Worldwide cases top 850,000, deaths near 42,000.
Today our governor extends the closure of non-essential businesses until May 4th. Trump caves and admits that the States will lose 100,000 to 240,000 people in the next few weeks, according to models (everything is according to models—we’re all in uncharted swamp).
Two days ago at the grocery store they erected four-by-four pieces of plastic to screen the high schoolers manning each cash register from the questionable breath of the valley’s shoppers. Reusable bags from home now forbidden.
States in a bidding war for respirators. Nurses wearing single-use face masks for a week straight. Doctors threatened with termination for complaining to the media about equipment shortages. New York City buying 14 refrigerated trucks to store bodies. Homeless folks relocated to parking lots and sports stadiums.

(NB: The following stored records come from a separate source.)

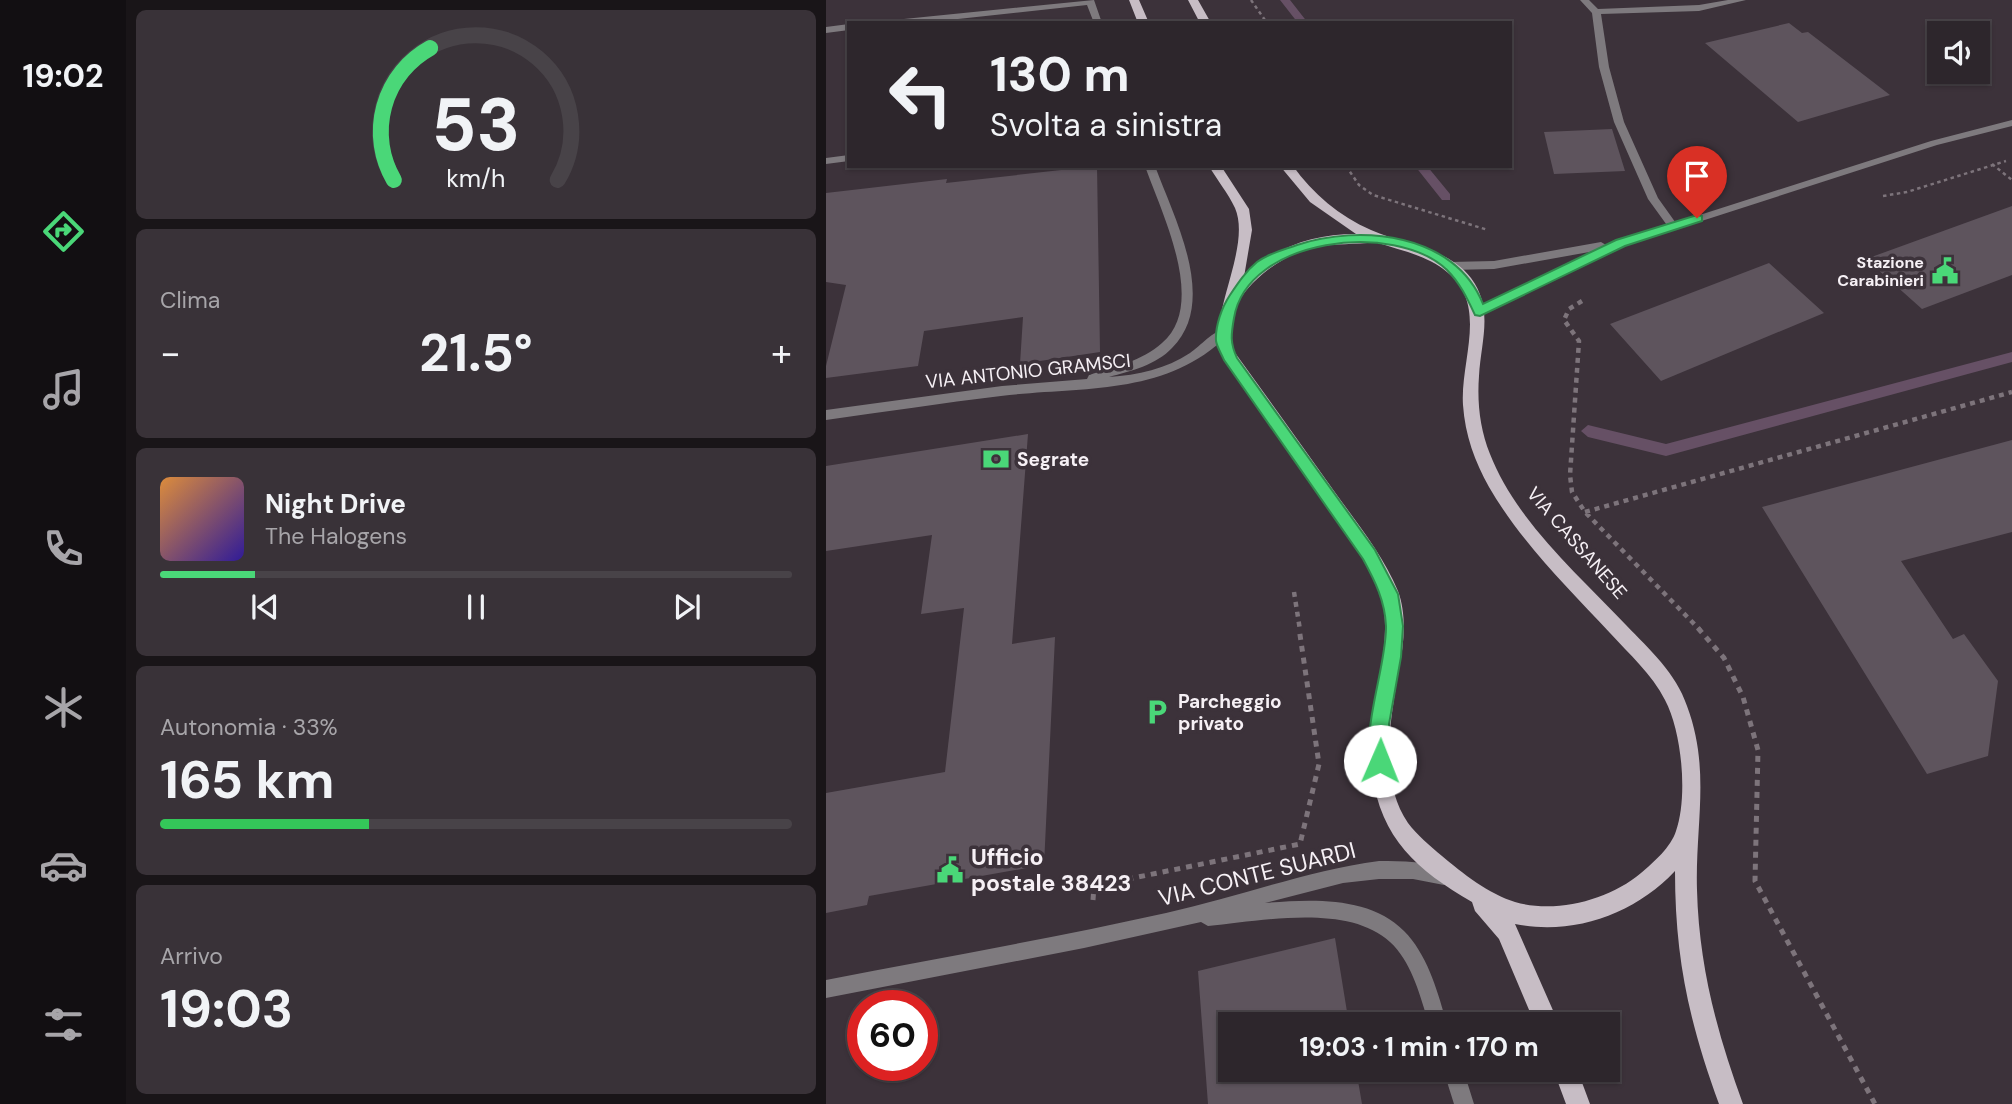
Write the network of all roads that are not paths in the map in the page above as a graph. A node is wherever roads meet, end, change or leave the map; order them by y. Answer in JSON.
{"nodes":[{"id":1,"x":1134,"y":0,"type":"edge"},
{"id":2,"x":1193,"y":0,"type":"edge"},
{"id":3,"x":1584,"y":0,"type":"edge"},
{"id":4,"x":1742,"y":0,"type":"edge"},
{"id":5,"x":1090,"y":1,"type":"edge"},
{"id":6,"x":1596,"y":12,"type":"junction"},
{"id":7,"x":912,"y":21,"type":"edge"},
{"id":8,"x":1097,"y":21,"type":"edge"},
{"id":9,"x":1143,"y":21,"type":"edge"},
{"id":10,"x":1205,"y":21,"type":"edge"},
{"id":11,"x":847,"y":27,"type":"edge"},
{"id":12,"x":826,"y":30,"type":"edge"},
{"id":13,"x":2012,"y":123,"type":"edge"},
{"id":14,"x":847,"y":158,"type":"edge"},
{"id":15,"x":826,"y":161,"type":"edge"},
{"id":16,"x":1151,"y":168,"type":"edge"},
{"id":17,"x":1216,"y":168,"type":"edge"},
{"id":18,"x":1288,"y":168,"type":"edge"},
{"id":19,"x":1672,"y":226,"type":"junction"},
{"id":20,"x":1379,"y":239,"type":"junction"},
{"id":21,"x":1620,"y":243,"type":"junction"},
{"id":22,"x":1450,"y":265,"type":"junction"},
{"id":23,"x":1229,"y":306,"type":"junction"},
{"id":24,"x":1480,"y":311,"type":"junction"},
{"id":25,"x":1223,"y":333,"type":"junction"},
{"id":26,"x":1060,"y":385,"type":"junction"},
{"id":27,"x":826,"y":415,"type":"edge"},
{"id":28,"x":1686,"y":838,"type":"junction"},
{"id":29,"x":1452,"y":879,"type":"junction"},
{"id":30,"x":1474,"y":892,"type":"junction"},
{"id":31,"x":1172,"y":921,"type":"junction"},
{"id":32,"x":826,"y":989,"type":"edge"},
{"id":33,"x":1434,"y":1012,"type":"edge"},
{"id":34,"x":1542,"y":1012,"type":"edge"},
{"id":35,"x":1457,"y":1082,"type":"edge"},
{"id":36,"x":1570,"y":1082,"type":"edge"},
{"id":37,"x":1464,"y":1104,"type":"edge"},
{"id":38,"x":1578,"y":1104,"type":"edge"},
{"id":39,"x":1731,"y":1104,"type":"edge"}],
"edges":[{"from":1,"to":9,"type":"main road"},
{"from":2,"to":10,"type":"main road"},
{"from":3,"to":6,"type":"street"},
{"from":4,"to":6,"type":"street"},
{"from":5,"to":7,"type":"street"},
{"from":5,"to":8,"type":"street"},
{"from":6,"to":19,"type":"street"},
{"from":11,"to":12,"type":"street"},
{"from":13,"to":19,"type":"street"},
{"from":14,"to":15,"type":"street"},
{"from":16,"to":26,"type":"street"},
{"from":17,"to":23,"type":"main road"},
{"from":18,"to":20,"type":"main road"},
{"from":19,"to":21,"type":"street"},
{"from":20,"to":22,"type":"main road"},
{"from":20,"to":23,"type":"main road"},
{"from":21,"to":22,"type":"street"},
{"from":21,"to":24,"type":"street"},
{"from":22,"to":24,"type":"main road"},
{"from":23,"to":25,"type":"main road"},
{"from":24,"to":28,"type":"main road","name":"VIA CASSANESE"},
{"from":25,"to":26,"type":"street","name":"VIA ANTONIO GRAMSCI"},
{"from":25,"to":29,"type":"main road","name":"VIA CASSANESE"},
{"from":26,"to":27,"type":"street","name":"VIA ANTONIO GRAMSCI"},
{"from":28,"to":30,"type":"main road","name":"VIA CASSANESE"},
{"from":28,"to":39,"type":"main road","name":"VIA CASSANESE"},
{"from":29,"to":30,"type":"main road","name":"VIA CASSANESE"},
{"from":29,"to":31,"type":"street","name":"VIA CONTE SUARDI"},
{"from":30,"to":34,"type":"main road","name":"VIA CASSANESE"},
{"from":31,"to":32,"type":"street","name":"VIA CONTE SUARDI"},
{"from":31,"to":33,"type":"street"},
{"from":35,"to":37,"type":"street"},
{"from":36,"to":38,"type":"main road"}]}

Countries are slamming borders shut. Citizens stranded in far-flung bunkers across the globe. The CDC considers telling Americans to wear masks outside. A church in Florida congregates in defiance, its pastor saying, “Because we are raising up revivalists, not pansies.”
Your political party determines your level of COVID-19 panic. We scoff at each other over a growing mound of the dead.
I’m in a long, desperately slow slog, sucking me away from comedy and buoyant mental health. I slouch on my couch and tap on my laptop for ten hours straight, churning out copy and clicking between a dozen windows. Agnes naps beside me or ducks into the bedroom for peace. I suspect that was her daily routine, when daddy went to the office. At 5:30 each night I feel mentally dead and physically hungry. I chat with dudes. I watch porn. I flirt, then rebuff. I talk dirty, I turn cold. I ask several times a day if a fuck is worth death? Or is that dramatic? I shrug and click to another headline about the end of the world.
An unofficial survey of friends confirms high levels of quarantine masturbation. Hackers are breaking into Zoom accounts and interrupting the workdays of corporate slaves with hardcore porn. Kmart is selling many more shirts than pants these days. Gotta look good from the waist up—home office apparel is the new business casual.
Yesterday the building next door set up construction equipment outside my window. Today they shredded asphalt. I’m taking this in stride, surprisingly., though check with me next week.
I’m stuck in a mess I can’t really write about, which is frustrating the fuck out of me, as writing is how I endure the unendurable. I’m in close confines—metaphorically—with a vocal Trump supporter and I must remain, for very good reasons, nonvocal in response. But having that so close to me, while I watch the soulless, moronic trainwreck “steer” the country into mass death and ruin, is beyond rough. It’s crippling me. I want to flee but—like the entire world— I’m handcuffed in place.
Worse, I can see a path for him to reelection, and that makes me want to give up completely on my countrymen. Moving to Canada was a clichéd response. And in light of global pandemics, no longer an option.
It’s hard to find hope.
But my anger and despair is only making one man suffer. It isn’t making the Trump supporter suffer, or the president suffer. Fox News anchorpeople still sit in blithe ignorance of my bitterness, probably sexting their news directors during commercial breaks for Depends undergarments.
In tough times I still revert to fantasy. I picture a universal ledger of suffering, locked in some dim basement, and in my delusions its caretaker flips to the right page, catches this oversight, and corrects the mistake.
But there’s only one man to blame for my own happiness. And waiting for life to revert to the hard-fought form I built and defended is futile. I’m lucky. I have a home, no annoying quarantine roommates, and a paycheck (for now). I’m in perfect health. There are people in the world who love me. I still think human connection is the thing. I would like to avoid subtracting from the world’s happiness during one of the strangest times in its history.
What’s coming? Fuck if I know. Tonight, as I sat with the chihuahua by the pond across the street, I watched two boys fishing from the dock. They cast and reeled and cast again, their faces wrapped in scarves, calling to each other from where they stood, six feet apart.